> WORK INSTRUCTIONS:
Working through the lines below, return each one that holds "Bletchley".

> DATA LISTING:

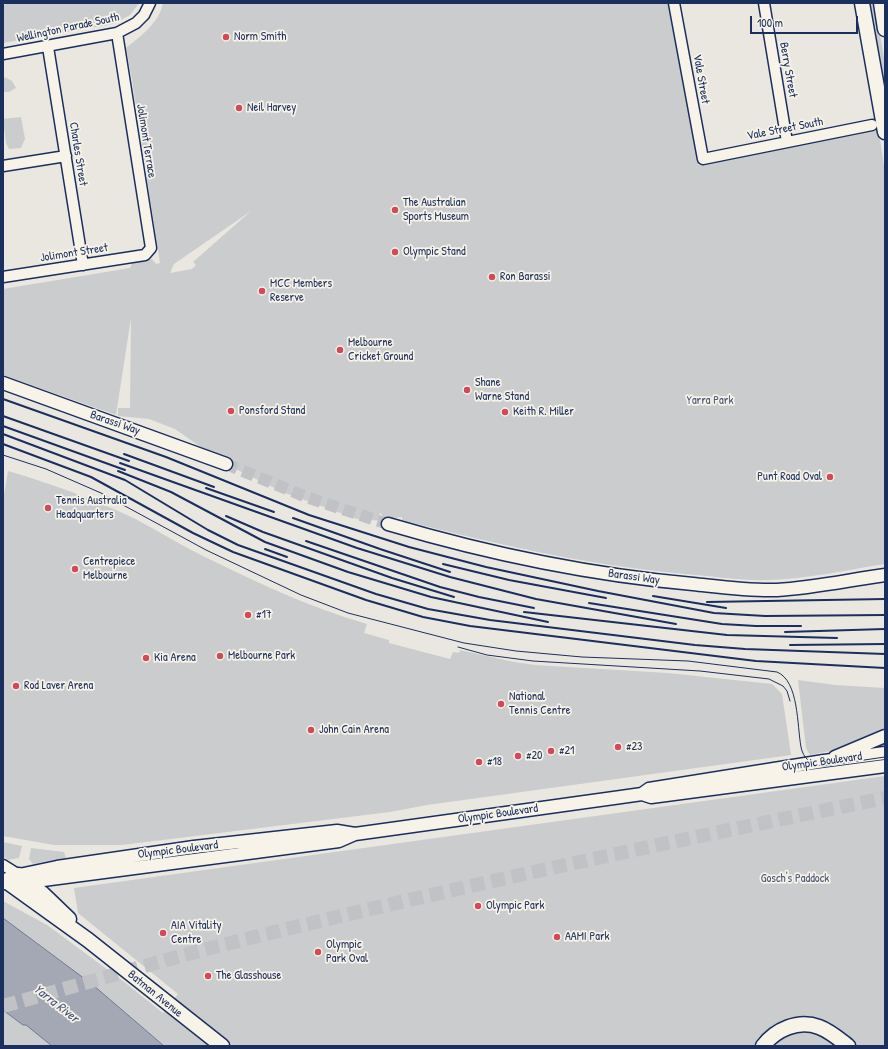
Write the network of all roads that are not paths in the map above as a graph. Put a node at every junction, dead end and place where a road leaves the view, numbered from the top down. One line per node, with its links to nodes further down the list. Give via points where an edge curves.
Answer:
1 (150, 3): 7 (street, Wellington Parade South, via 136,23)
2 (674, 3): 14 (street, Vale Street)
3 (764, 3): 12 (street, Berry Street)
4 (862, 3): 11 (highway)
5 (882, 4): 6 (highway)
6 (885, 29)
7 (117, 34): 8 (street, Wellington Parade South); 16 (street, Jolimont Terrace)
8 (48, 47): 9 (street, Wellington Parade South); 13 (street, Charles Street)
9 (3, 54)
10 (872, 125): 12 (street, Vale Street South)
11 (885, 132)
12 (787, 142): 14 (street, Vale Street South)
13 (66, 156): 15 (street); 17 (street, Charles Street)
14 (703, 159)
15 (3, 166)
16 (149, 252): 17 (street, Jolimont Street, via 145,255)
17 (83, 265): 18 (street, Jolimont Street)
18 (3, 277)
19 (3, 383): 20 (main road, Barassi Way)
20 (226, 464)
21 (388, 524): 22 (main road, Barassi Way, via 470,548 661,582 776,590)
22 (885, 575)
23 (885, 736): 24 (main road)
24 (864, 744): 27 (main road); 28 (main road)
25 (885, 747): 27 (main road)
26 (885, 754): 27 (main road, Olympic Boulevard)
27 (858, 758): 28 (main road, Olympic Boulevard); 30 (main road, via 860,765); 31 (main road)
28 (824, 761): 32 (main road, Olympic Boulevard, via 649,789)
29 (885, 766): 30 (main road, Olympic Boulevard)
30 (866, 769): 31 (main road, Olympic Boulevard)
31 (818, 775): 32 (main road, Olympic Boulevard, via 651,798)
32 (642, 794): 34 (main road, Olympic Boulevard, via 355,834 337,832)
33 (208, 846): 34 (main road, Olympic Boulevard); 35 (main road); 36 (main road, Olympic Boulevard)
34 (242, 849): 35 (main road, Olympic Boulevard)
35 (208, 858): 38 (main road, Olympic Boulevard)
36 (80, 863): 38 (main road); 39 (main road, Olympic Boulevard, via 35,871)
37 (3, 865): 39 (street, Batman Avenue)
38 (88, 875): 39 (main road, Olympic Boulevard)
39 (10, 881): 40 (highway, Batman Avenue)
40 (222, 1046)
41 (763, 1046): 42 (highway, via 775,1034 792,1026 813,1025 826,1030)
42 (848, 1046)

* * *

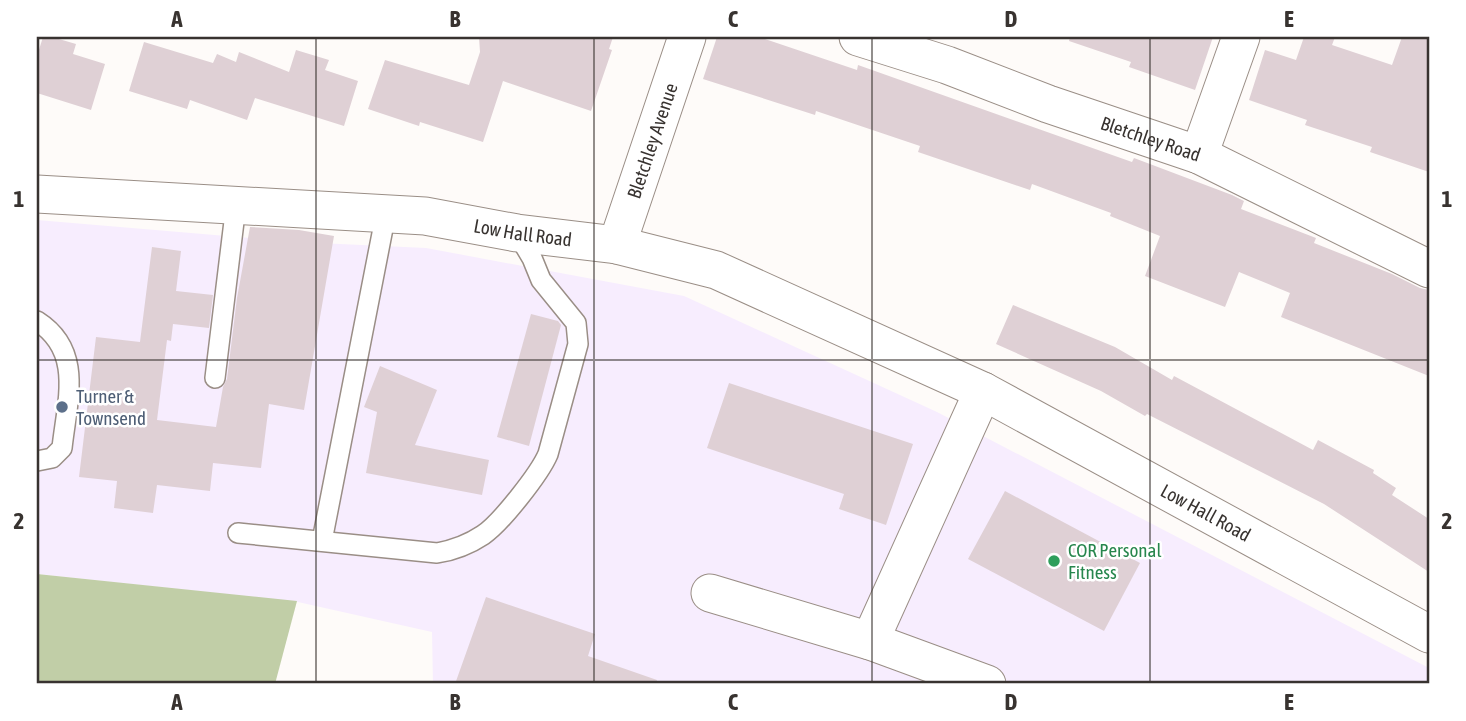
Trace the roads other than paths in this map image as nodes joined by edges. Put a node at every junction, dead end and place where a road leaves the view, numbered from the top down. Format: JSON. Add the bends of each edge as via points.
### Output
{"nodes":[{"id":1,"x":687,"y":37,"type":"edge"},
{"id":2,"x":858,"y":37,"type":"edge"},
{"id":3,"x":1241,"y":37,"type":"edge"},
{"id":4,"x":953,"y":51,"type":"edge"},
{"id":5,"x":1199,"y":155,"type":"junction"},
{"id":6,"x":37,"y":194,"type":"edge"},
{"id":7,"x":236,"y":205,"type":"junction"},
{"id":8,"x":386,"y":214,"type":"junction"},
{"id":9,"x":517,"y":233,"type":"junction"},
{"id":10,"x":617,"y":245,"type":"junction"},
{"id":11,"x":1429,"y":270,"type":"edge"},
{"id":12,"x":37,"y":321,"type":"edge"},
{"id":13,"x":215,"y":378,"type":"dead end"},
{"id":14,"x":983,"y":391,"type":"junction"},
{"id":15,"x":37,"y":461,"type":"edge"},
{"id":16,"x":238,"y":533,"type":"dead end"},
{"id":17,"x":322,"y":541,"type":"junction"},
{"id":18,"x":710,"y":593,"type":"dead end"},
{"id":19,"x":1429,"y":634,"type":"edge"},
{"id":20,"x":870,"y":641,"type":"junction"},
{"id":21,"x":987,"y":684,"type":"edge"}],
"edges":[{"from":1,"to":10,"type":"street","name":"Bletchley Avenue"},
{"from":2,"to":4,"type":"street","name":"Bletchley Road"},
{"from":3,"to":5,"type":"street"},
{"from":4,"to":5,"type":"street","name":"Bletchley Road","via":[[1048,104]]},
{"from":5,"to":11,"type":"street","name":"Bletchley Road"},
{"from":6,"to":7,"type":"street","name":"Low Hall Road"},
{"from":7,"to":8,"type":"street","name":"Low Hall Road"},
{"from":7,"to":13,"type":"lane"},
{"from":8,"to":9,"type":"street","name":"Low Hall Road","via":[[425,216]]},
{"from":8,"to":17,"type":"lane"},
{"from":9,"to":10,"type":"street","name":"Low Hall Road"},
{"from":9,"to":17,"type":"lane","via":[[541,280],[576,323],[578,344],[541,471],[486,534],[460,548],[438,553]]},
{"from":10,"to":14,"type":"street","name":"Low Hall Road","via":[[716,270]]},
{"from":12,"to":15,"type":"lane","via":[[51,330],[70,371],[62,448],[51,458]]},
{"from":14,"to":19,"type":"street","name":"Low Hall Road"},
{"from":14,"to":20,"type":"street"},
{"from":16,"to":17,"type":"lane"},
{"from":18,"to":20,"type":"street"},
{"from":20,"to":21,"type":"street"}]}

> EXERCISE RESULT:
"edges":[{"from":1,"to":10,"type":"street","name":"Bletchley Avenue"},
{"from":2,"to":4,"type":"street","name":"Bletchley Road"},
{"from":4,"to":5,"type":"street","name":"Bletchley Road","via":[[1048,104]]},
{"from":5,"to":11,"type":"street","name":"Bletchley Road"},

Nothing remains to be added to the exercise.